Creio que com intuito de concluir o texto de forma abrupta, sem oferecer uma conclusão sobre o tema ou apresentar posicionamentos ou justificativas doutrinárias para os problemas bioéticos enfrentados pela Igreja, prefiro acreditar que ao término do texto, o leitor conseguiu uma visão geral sobre o tema da bioética e deseja conhecer com paciência e prudência, sem julgamentos rápidos e falaciosos, os argumentos da Igreja.


“O ensinamento cristão deverá recordar sempre ao discípulo dos nossos tempos, esta sua condição privilegiada e o conseqüente dever de estar no mundo sem ser do mundo, segundo a oração de Jesus pelos seus discípulos, acima recordada: "Não peço que os tires do mundo, mas que os guardes do Maligno.

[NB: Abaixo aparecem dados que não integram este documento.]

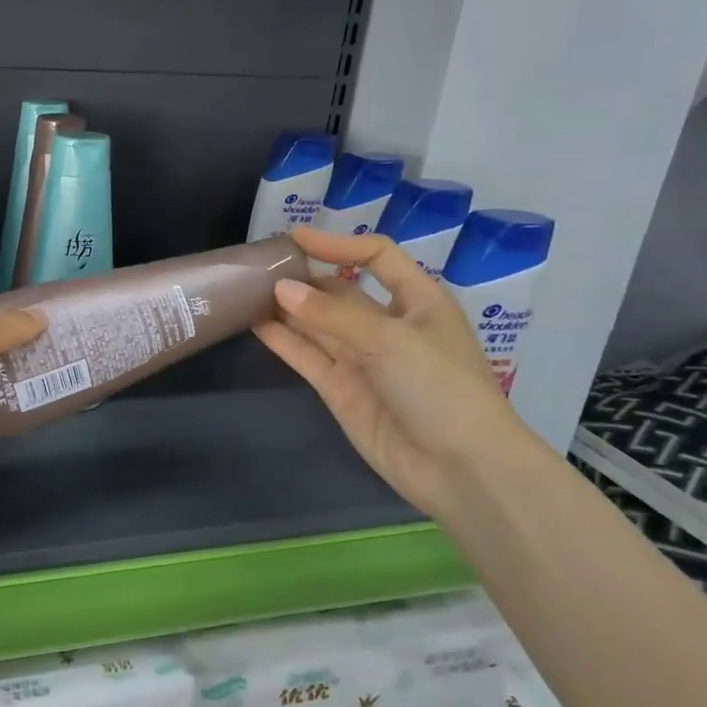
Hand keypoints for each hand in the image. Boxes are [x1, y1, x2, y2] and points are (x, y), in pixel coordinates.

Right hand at [255, 226, 539, 520]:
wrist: (459, 468)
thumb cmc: (439, 387)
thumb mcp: (389, 339)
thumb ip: (331, 315)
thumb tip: (280, 289)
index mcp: (418, 301)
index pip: (377, 258)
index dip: (339, 245)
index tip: (296, 239)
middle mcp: (388, 325)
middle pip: (340, 291)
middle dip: (305, 278)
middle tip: (260, 265)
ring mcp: (362, 359)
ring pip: (317, 324)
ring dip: (287, 307)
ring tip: (246, 288)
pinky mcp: (341, 389)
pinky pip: (308, 356)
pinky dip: (283, 340)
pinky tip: (254, 322)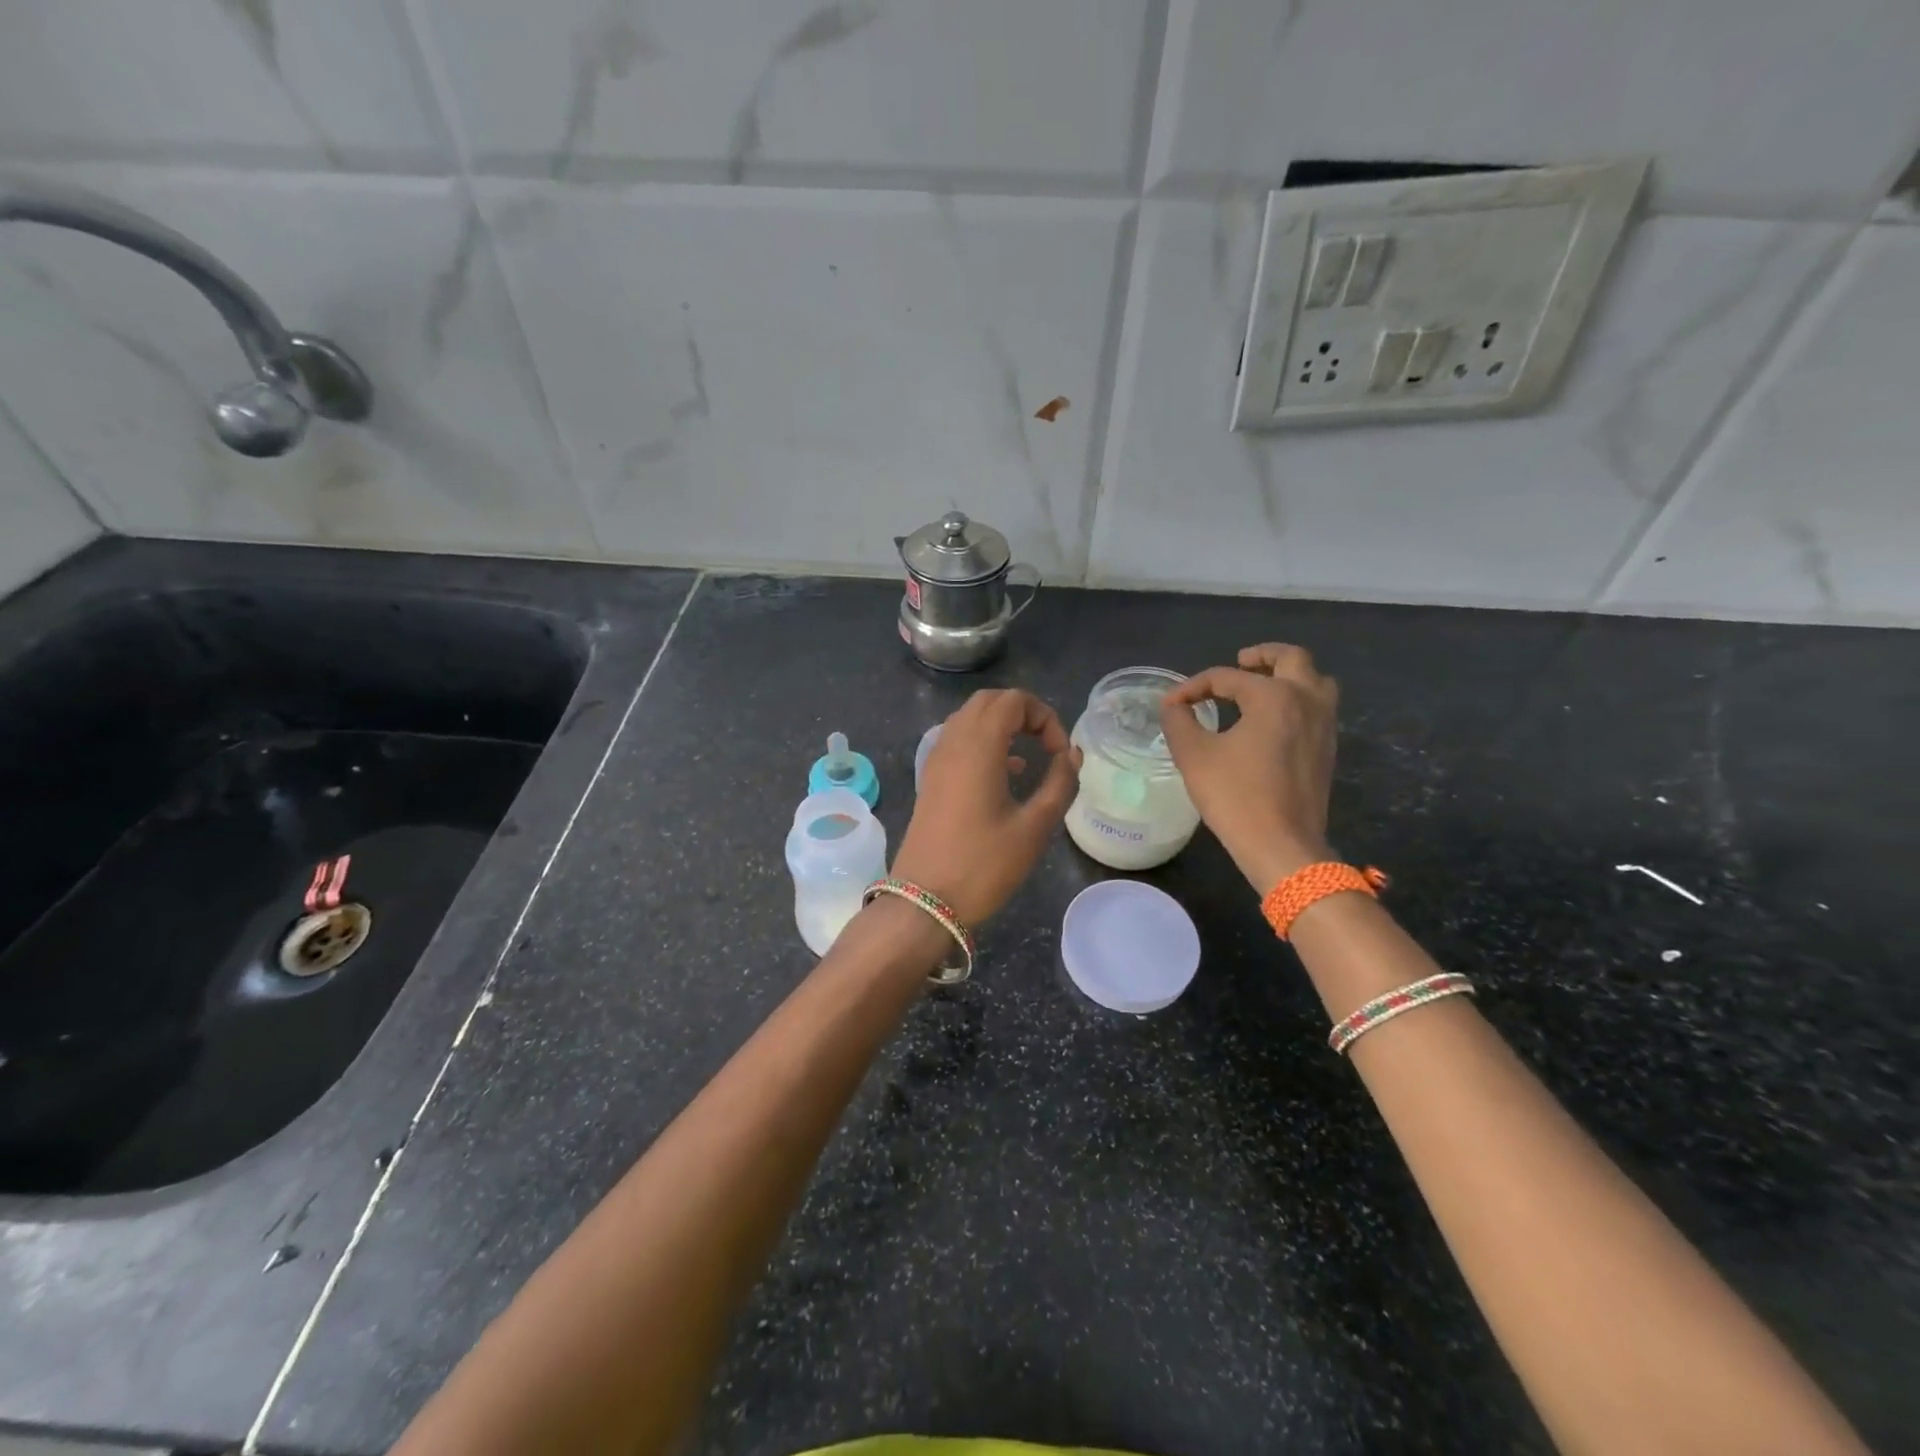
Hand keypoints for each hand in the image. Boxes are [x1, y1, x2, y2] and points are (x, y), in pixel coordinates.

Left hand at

Eles não são do mundo como Eu não sou do mundo" (Jo 17,15-16). É voto que a Igreja faz seu” (Papa Paulo VI).

Referências

JACQUEMIN, D. A bioética e a questão de Deus: caminho secular de interioridade e de espiritualidade. São Paulo: Paulinas, 2000.

LOLAS,F. Bioética: o que é como se faz.São Paulo: Loyola,2001.

PESSINI, L., BARCHIFONTAINE, C. P. Problemas atuais de bioética. São Paulo, Loyola, 2005.

POTTER, V.R. Bioethics: bridge to the future. New Jersey: Prentice-hall, 1971.

SGRECCIA, E. Manual de bioética. Ed. Loyola. São Paulo, 2009.